In this feature we’ll follow that thread: how a cinematic camera becomes part of the storytelling, why co-op horror was seen as both a risk and a challenge, what it means for violence to guide design, and how monsters and children once again form the fragile core of Tarsier’s vision.
Hands-On with the Gamescom Demo
The demo dropped us into a real location from the game — about half an hour in — rather than a staged vertical slice built just for the event. In the finished version, this area is approached by boat, but for pacing the team cut that sequence from the demo. Andreas Johnsson was straightforward about it: “We removed the boat for the demo. So there’s no way to go on the boat.” It worked well, giving them something concrete to talk about without spoiling too much.
Both characters in this demo were operated by me and my wife, which made it easy to feel how the game sets up its rhythm when two people share the same space. That element deserves its own closer look — and we’ll get back to it later.

The game has a storyline, but also side locations you can approach, sometimes by boat. I instantly asked what purpose these optional paths serve — are they just flavor, or do they affect the playthrough? David Mervik clarified: “There’s collectibles that you can explore side areas for, not like side quests.” These aren’t just trophies either; some of them tie back into alternate endings, rewarding curiosity with more than just worldbuilding scraps. “If you collect certain things, then, yeah, you will… you’ll discover more at the end.”
Before wrapping up, the developers confirmed that the public will get this same slice soon. “We’re going to release the demo to the public in October,” Johnsson said, likely mid-month. Not the full game, but enough for everyone to poke around and start building their own theories. THQ Nordic had a strong showing overall — I’ve already covered Gothic 1 Remake and SpongeBob: Titans of the Tide, with Tides of Tomorrow still to come — but Reanimal was something very special. Let’s explore it further!
From Little Nightmares to Reanimal
You can’t talk about Reanimal without acknowledging the shadow of Little Nightmares. The new game grows out of the same DNA, but the developers were clear that it isn’t a repeat. The shift is visible the moment you pick up the controller.
The moment I started to explore the world, I noticed how different the camera behaves compared to Little Nightmares. Back then it was fixed in a dollhouse perspective, always looking inward at tight, claustrophobic rooms. That choice worked perfectly for the series’ eerie, toy-box atmosphere. In Reanimal, the lens takes on a more cinematic role, pulling back to reveal the scale of the environment or tightening in to crank up the tension. “With Little Nightmares it was a dollhouse camera,” Andreas Johnsson recalled. “It was always pointing inwards looking into these small rooms. Here we have this kind of directed camera.” But here? A camera move that robs you of comfort.
A camera move that robs you of comfort.
I’ll be honest — I’m usually not a fan of losing control of the camera.

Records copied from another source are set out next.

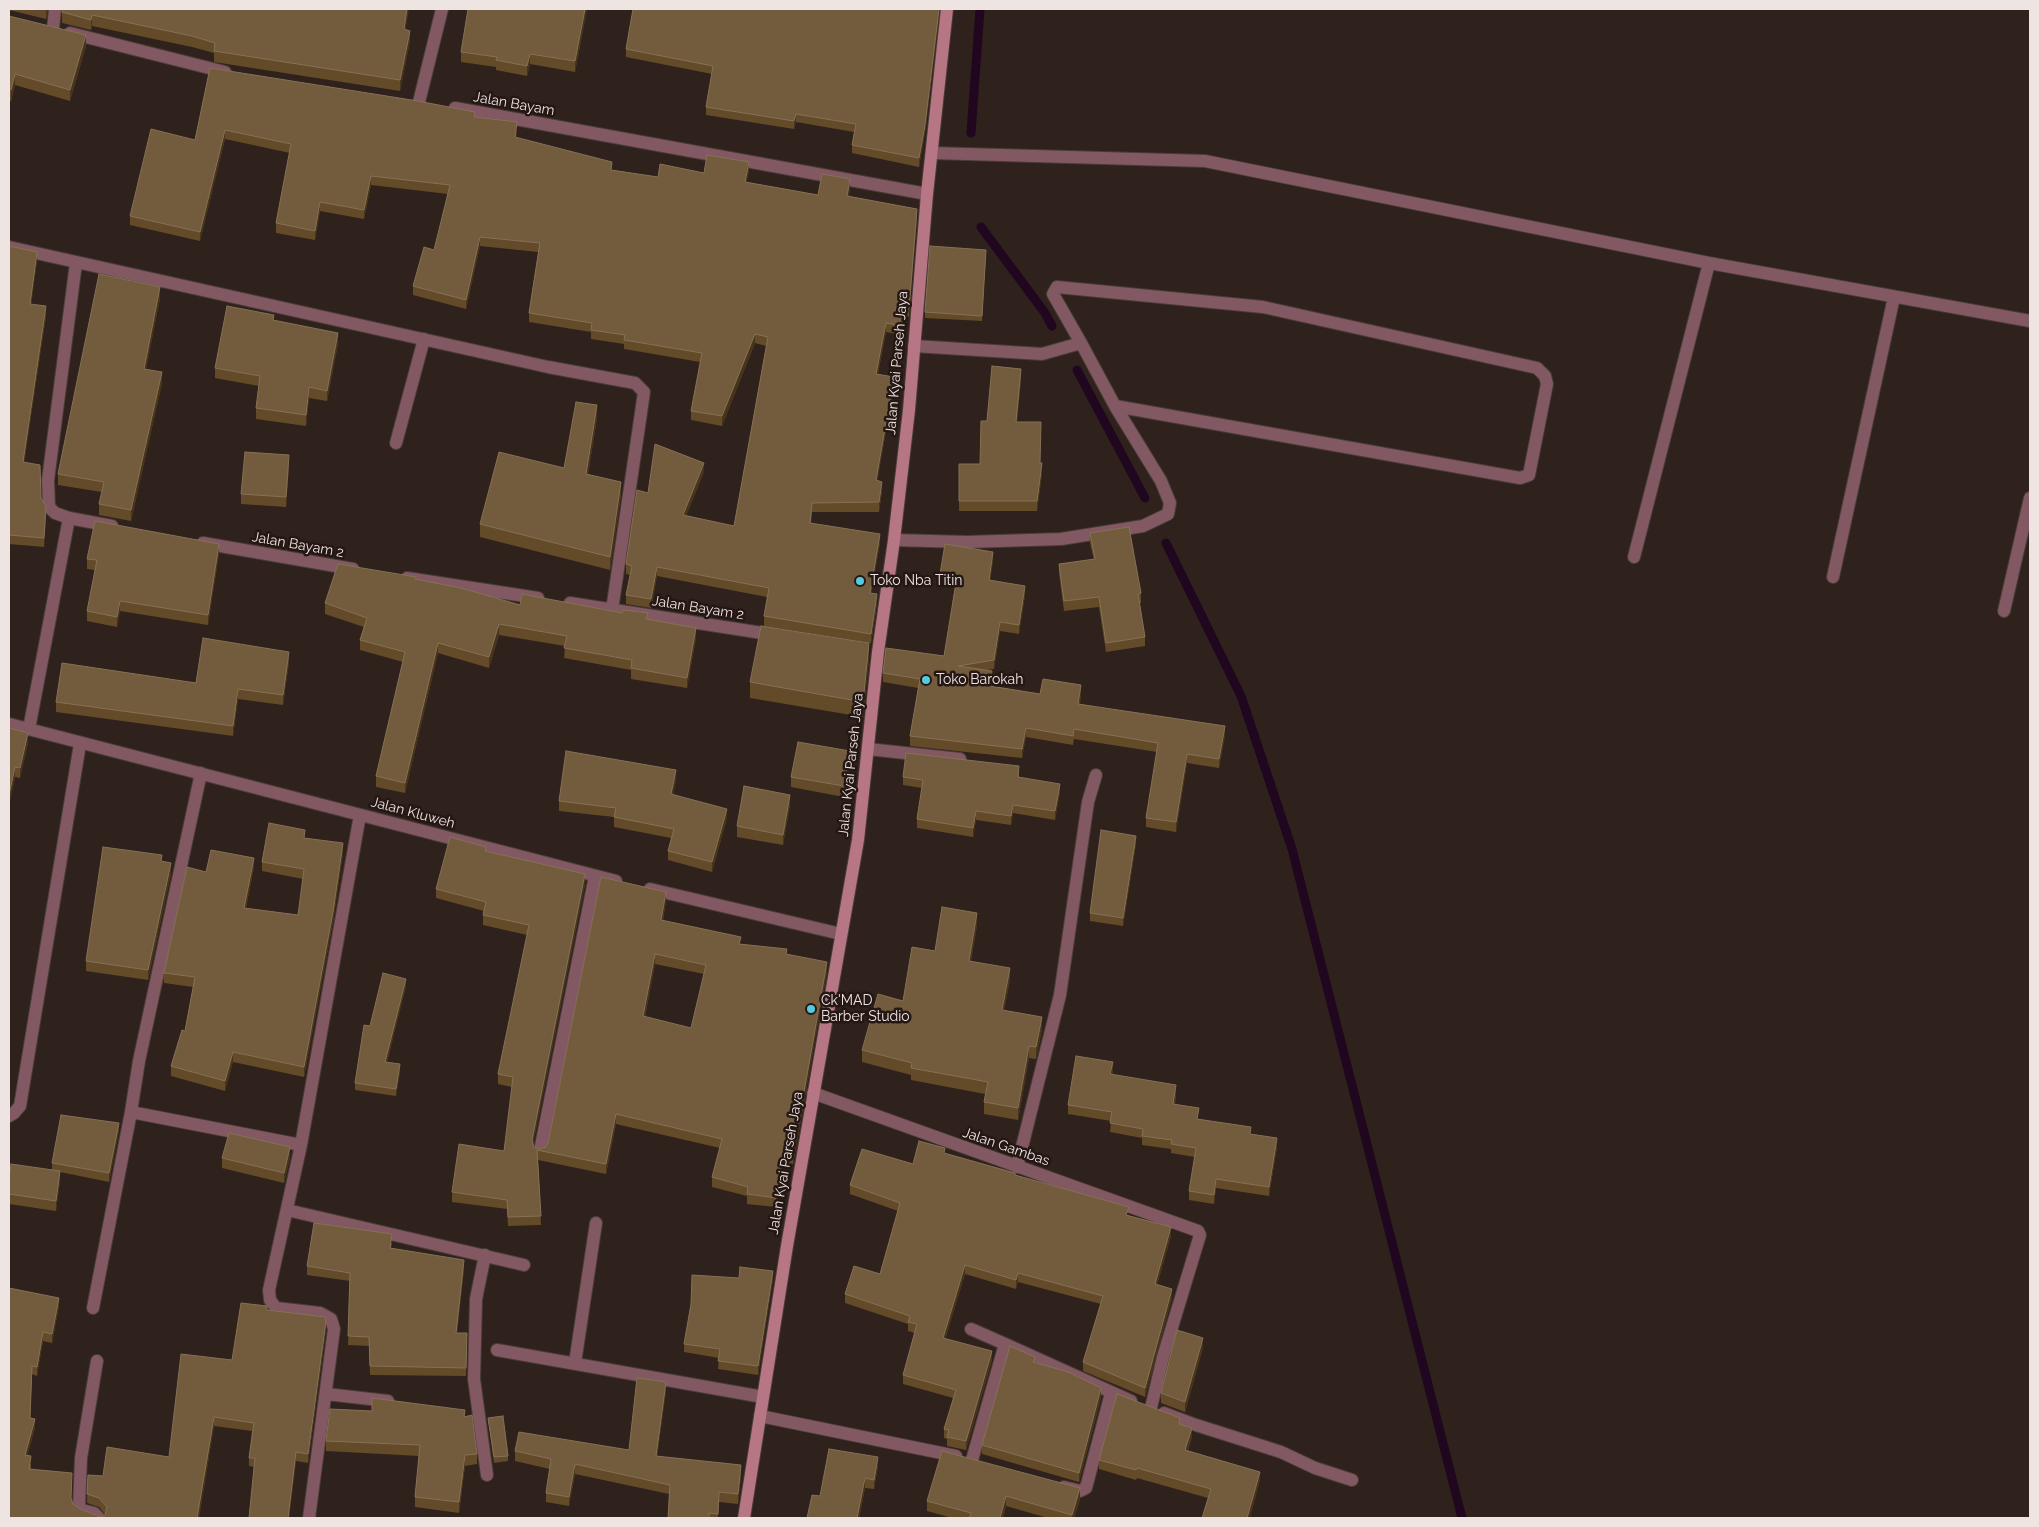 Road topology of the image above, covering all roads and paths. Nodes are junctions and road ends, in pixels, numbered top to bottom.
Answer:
1 (55, 9) edge
2 (442, 9) edge
3 (947, 9) edge
4 (238, 74) edge
5 (932, 153) junction
6 (927, 194) junction
7 (9, 247) edge
8 (76, 263) junction
9 (1709, 263) junction
10 (1894, 297) junction
11 (2030, 321) edge
12 (424, 339) junction
13 (1081, 343) junction
14 (914, 346) junction
15 (1116, 406) junction
16 (396, 443) dead end
17 (2030, 498) edge
18 (69, 518) junction
19 (127, 529) edge
20 (894, 540) junction
21 (194, 541) edge
22 (1634, 557) dead end
23 (368, 572) edge
24 (397, 576) edge
25 (1833, 577) dead end
26 (612, 610) junction
27 (2004, 611) dead end
28 (789, 638) edge
29 (9, 724) edge
30 (29, 729) junction
31 (80, 744) junction
32 (868, 749) junction
33 (973, 761) edge
34 (201, 773) junction
35 (1096, 775) dead end
36 (360, 815) junction
37 (595, 876) junction
38 (841, 934) junction
39 (813, 1093) junction
40 (131, 1112) junction
41 (9, 1116) edge
42 (301, 1145) junction
43 (540, 1151) edge
44 (1017, 1167) junction
45 (288, 1210) junction
46 (596, 1223) dead end
47 (485, 1255) junction
48 (524, 1265) dead end
49 (93, 1308) dead end
50 (971, 1329) dead end
51 (1005, 1344) junction
52 (497, 1350) dead end
53 (97, 1361) dead end
54 (574, 1363) junction
55 (1110, 1393) junction
56 (326, 1394) junction
57 (763, 1397) junction
58 (405, 1404) edge
59 (1151, 1408) junction
60 (462, 1412) edge
61 (481, 1414) junction
62 (760, 1416) junction
63 (487, 1475) dead end
64 (1352, 1480) dead end
65 (1053, 1484) edge
66 (99, 1518) edge
67 (309, 1518) edge
68 (744, 1518) edge

1 - 4 street
2 - 6 street, Jalan Bayam
3 - 5 main road, Jalan Kyai Parseh Jaya
5 - 6 main road, Jalan Kyai Parseh Jaya
5 - 9 street
6 - 14 main road, Jalan Kyai Parseh Jaya
7 - 8 street
8 - 12 street
8 - 18 street
9 - 10 street
9 - 22 street
10 - 11 street
10 - 25 street
12 - 16 street
12 - 26 street
13 - 14 street
13 - 15 street
13 - 15 street
14 - 20 main road, Jalan Kyai Parseh Jaya
15 - 20 street
17 - 27 street
18 - 19 street
18 - 30 street
20 - 32 main road, Jalan Kyai Parseh Jaya
21 - 23 street, Jalan Bayam 2
24 - 26 street, Jalan Bayam 2
26 - 28 street, Jalan Bayam 2
29 - 30 street, Jalan Kluweh
30 - 31 street, Jalan Kluweh
31 - 34 street, Jalan Kluweh
31 - 41 street
32 - 33 street
32 - 38 main road, Jalan Kyai Parseh Jaya
34 - 36 street, Jalan Kluweh
34 - 40 street
35 - 44 street
36 - 37 street, Jalan Kluweh
36 - 42 street
37 - 38 street, Jalan Kluweh
37 - 43 street
38 - 39 main road, Jalan Kyai Parseh Jaya
39 - 44 street, Jalan Gambas
39 - 57 main road, Jalan Kyai Parseh Jaya
40 - 42 street
40 - 49 street
42 - 45 street
44 - 59 street, Jalan Gambas
45 - 47 street
45 - 56 street
46 - 54 street
47 - 48 street
47 - 61 street
50 - 51 street
51 - 55 street
51 - 62 street
52 - 54 street
53 - 66 street
54 - 57 street
55 - 59 street
55 - 65 street
56 - 58 street
56 - 67 street
57 - 62 main road, Jalan Kyai Parseh Jaya
59 - 64 street
60 - 61 street
61 - 63 street
62 - 68 main road, Jalan Kyai Parseh Jaya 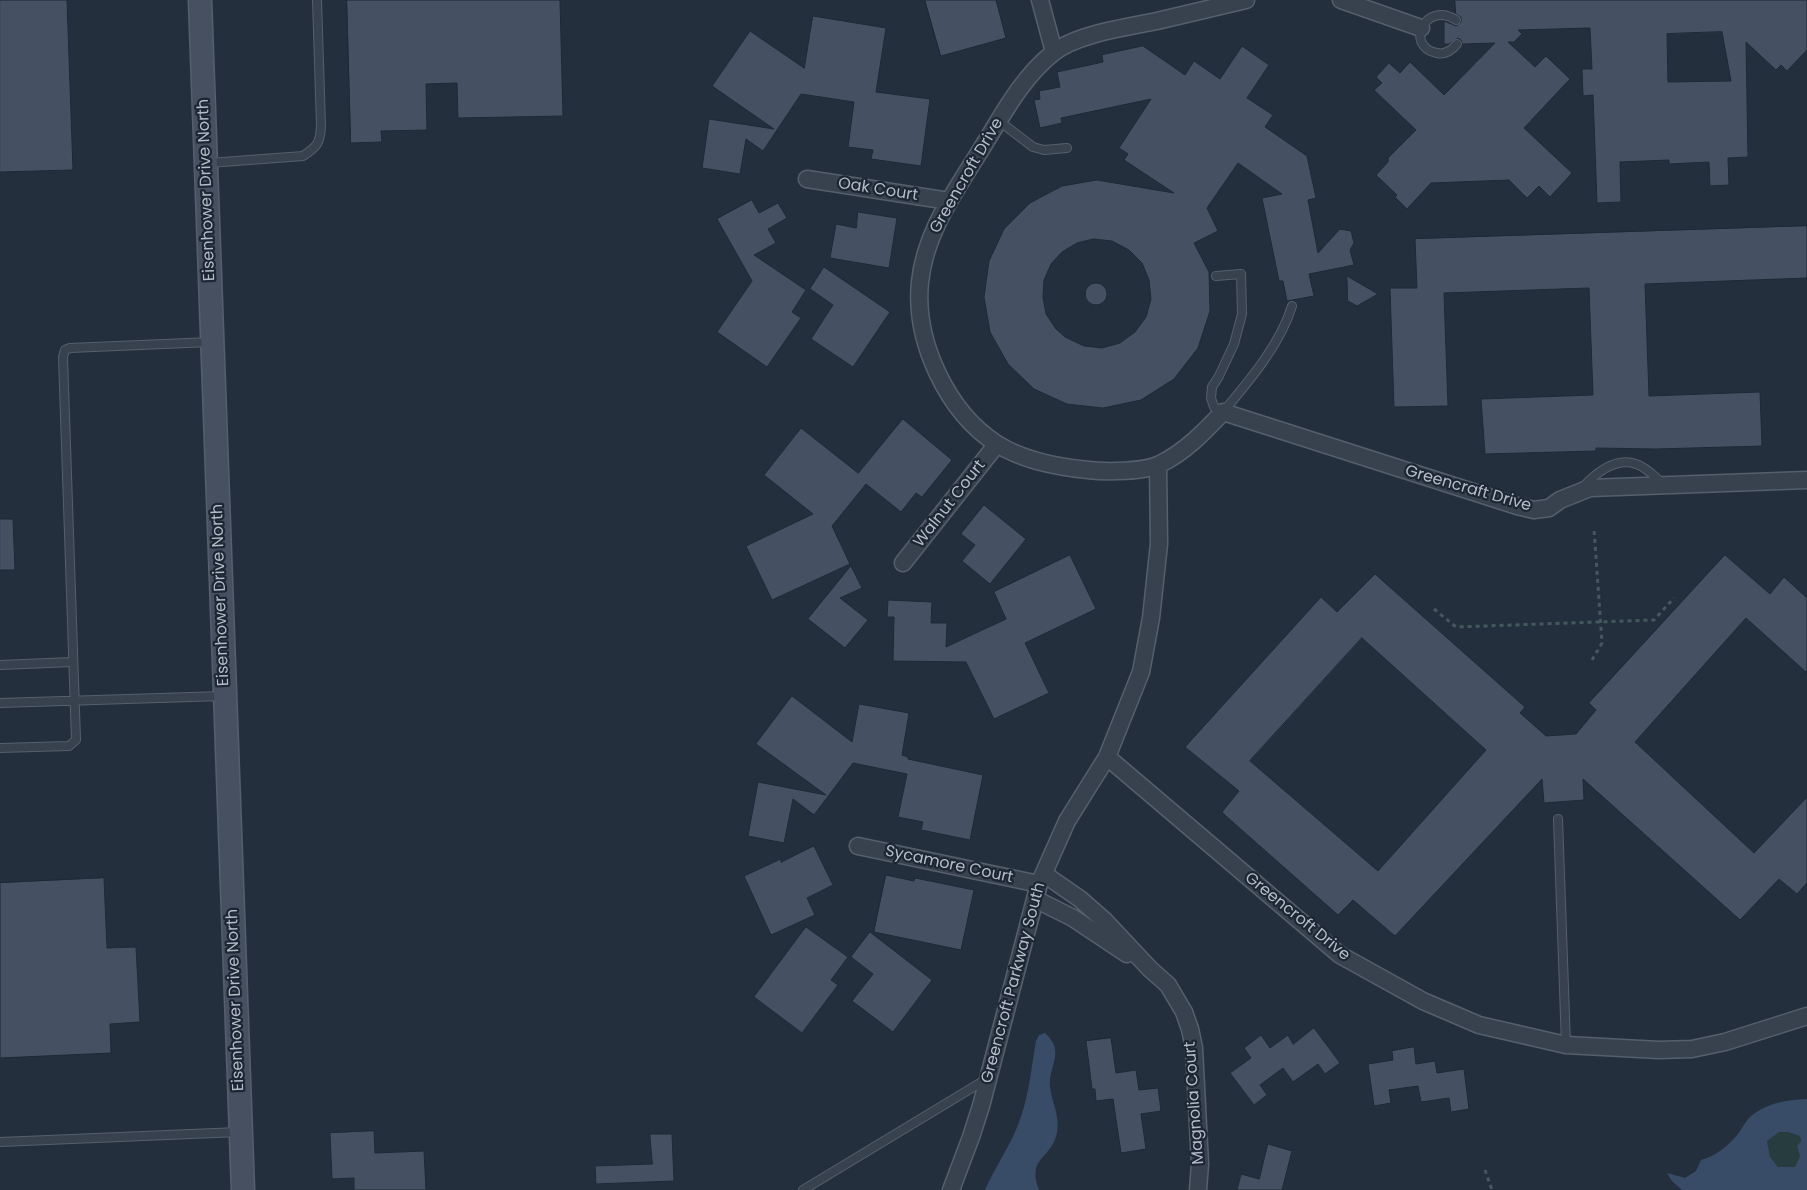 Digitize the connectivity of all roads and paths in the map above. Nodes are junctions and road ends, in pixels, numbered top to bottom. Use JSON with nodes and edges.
{"nodes":[{"id":1,"x":200,"y":0,"type":"edge"},
{"id":2,"x":317,"y":0,"type":"edge"},
{"id":3,"x":1040,"y":0,"type":"edge"},
{"id":4,"x":1246,"y":0,"type":"edge"},
{"id":5,"x":1341,"y":0,"type":"edge"},
{"id":6,"x":1456,"y":20,"type":"dead end"},
{"id":7,"x":1420,"y":28,"type":"junction"},
{"id":8,"x":1457,"y":44,"type":"dead end"},
{"id":9,"x":1054,"y":52,"type":"junction"},
{"id":10,"x":1000,"y":121,"type":"junction"},
{"id":11,"x":1067,"y":148,"type":"dead end"},
{"id":12,"x":206,"y":164,"type":"junction"},
{"id":13,"x":807,"y":179,"type":"dead end"},
{"id":14,"x":949,"y":201,"type":"junction"},
{"id":15,"x":1216,"y":276,"type":"dead end"},
{"id":16,"x":1292,"y":306,"type":"dead end"},
{"id":17,"x":212,"y":342,"type":"junction"},
{"id":18,"x":1223,"y":412,"type":"junction"},
{"id":19,"x":997,"y":444,"type":"junction"},
{"id":20,"x":1158,"y":465,"type":"junction"},
{"id":21,"x":1807,"y":480,"type":"edge"},
{"id":22,"x":1666,"y":485,"type":"junction"},
{"id":23,"x":1577,"y":493,"type":"junction"},
{"id":24,"x":1594,"y":529,"type":"dead end"},
{"id":25,"x":904,"y":563,"type":"dead end"},
{"id":26,"x":1674,"y":598,"type":"dead end"},
{"id":27,"x":1434,"y":609,"type":"dead end"},
{"id":28,"x":1602,"y":622,"type":"junction"},
{"id":29,"x":1592,"y":660,"type":"dead end"},
{"id":30,"x":74,"y":662,"type":"junction"},
{"id":31,"x":0,"y":665,"type":"edge"},
{"id":32,"x":225,"y":696,"type":"junction"},
{"id":33,"x":75,"y":700,"type":"junction"},
{"id":34,"x":0,"y":703,"type":"edge"},
{"id":35,"x":0,"y":748,"type":"edge"},
{"id":36,"x":1107,"y":756,"type":"junction"},
{"id":37,"x":1558,"y":819,"type":"dead end"},
{"id":38,"x":858,"y":846,"type":"dead end"},
{"id":39,"x":1039,"y":886,"type":"junction"},
{"id":40,"x":1150,"y":969,"type":"junction"},
{"id":41,"x":1807,"y":1016,"type":"edge"},
{"id":42,"x":1566,"y":1045,"type":"junction"},
{"id":43,"x":989,"y":1078,"type":"junction"},
{"id":44,"x":241,"y":1132,"type":"junction"},
{"id":45,"x":0,"y":1142,"type":"edge"},
{"id":46,"x":1486,"y":1170,"type":"dead end"},
{"id":47,"x":243,"y":1190,"type":"edge"},
{"id":48,"x":803,"y":1190,"type":"edge"},
{"id":49,"x":951,"y":1190,"type":"edge"},
{"id":50,"x":1198,"y":1190,"type":"edge"},
{"id":51,"x":1492,"y":1190,"type":"edge"}],
"edges":[{"from":1,"to":12,"type":"street","name":"Eisenhower Drive North"},
{"from":2,"to":12,"type":"lane"},
{"from":3,"to":9,"type":"street"},
{"from":4,"to":9,"type":"street","name":"Greencroft Drive"},
{"from":5,"to":7,"type":"street"},
{"from":6,"to":7,"type":"lane"},
{"from":7,"to":8,"type":"lane"},
{"from":9,"to":10,"type":"street","name":"Greencroft Drive"},
{"from":10,"to":11,"type":"lane"},
{"from":10,"to":14,"type":"street","name":"Greencroft Drive"},
{"from":12,"to":17,"type":"street","name":"Eisenhower Drive North"},
{"from":13,"to":14,"type":"street","name":"Oak Court"},
{"from":14,"to":19,"type":"street","name":"Greencroft Drive"},
{"from":15,"to":18,"type":"lane"},
{"from":16,"to":18,"type":"lane"},
{"from":17,"to":30,"type":"lane"},
{"from":17,"to":32,"type":"street","name":"Eisenhower Drive North"},
{"from":18,"to":20,"type":"street","name":"Greencroft Drive"},
{"from":18,"to":23,"type":"street","name":"Greencraft Drive"},
{"from":19,"to":20,"type":"street","name":"Greencroft Drive"},
{"from":19,"to":25,"type":"street","name":"Walnut Court"},
{"from":20,"to":36,"type":"street"},
{"from":21,"to":22,"type":"street","name":"Greencraft Drive"},
{"from":22,"to":23,"type":"street","name":"Greencraft Drive"},
{"from":22,"to":23,"type":"lane"},
{"from":24,"to":28,"type":"path"},
{"from":26,"to":28,"type":"path"},
{"from":27,"to":28,"type":"path"},
{"from":28,"to":29,"type":"path"},
{"from":30,"to":31,"type":"lane"},
{"from":30,"to":33,"type":"lane"},
{"from":32,"to":33,"type":"lane"},
{"from":32,"to":44,"type":"street","name":"Eisenhower Drive North"},
{"from":33,"to":34,"type":"lane"},
{"from":33,"to":35,"type":"lane"},
{"from":36,"to":39,"type":"street","name":"Greencroft Parkway South"},
{"from":36,"to":42,"type":"street","name":"Greencroft Drive"},
{"from":37,"to":42,"type":"lane"},
{"from":38,"to":39,"type":"street","name":"Sycamore Court"},
{"from":39,"to":40,"type":"street","name":"Magnolia Court"},
{"from":39,"to":40,"type":"street","name":"Magnolia Court"},
{"from":39,"to":43,"type":"street","name":"Greencroft Parkway South"},
{"from":40,"to":50,"type":"street","name":"Magnolia Court"},
{"from":41,"to":42,"type":"street","name":"Greencroft Drive"},
{"from":43,"to":48,"type":"lane"},
{"from":43,"to":49,"type":"street","name":"Greencroft Parkway South"},
{"from":44,"to":45,"type":"lane"},
{"from":44,"to":47,"type":"street","name":"Eisenhower Drive North"},
{"from":46,"to":51,"type":"path"}]}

In many games, being locked into a fixed angle during a chase can feel frustrating, even unfair. But here it worked differently. The camera isn’t just a restriction; it’s part of the design. It heightens tension, pulls focus to what matters, and sometimes amplifies the helplessness in ways manual control never could. It’s a classic cinematic trick used for storytelling, like music or sound design, only here it’s interactive. Players can nudge the right stick for small adjustments, but 95% of the framing is orchestrated to guide mood rather than mechanics.
The other big step forward is the decision to embrace true co-op, both online and on the couch. In Little Nightmares 1 and 2, people found their own way of making it a shared experience: parents and kids passing the controller back and forth, couples guiding each other through creepy puzzles. The studio kept hearing those stories, and it made them wonder what would happen if they stopped leaving co-op to improvisation and actually designed for it. “We heard a lot of stories back then with Little Nightmares about people playing pass-and-play with their kid or a partner,” Johnsson said. “So we thought it would be a very nice experience to play a horror game in that kind of setting.”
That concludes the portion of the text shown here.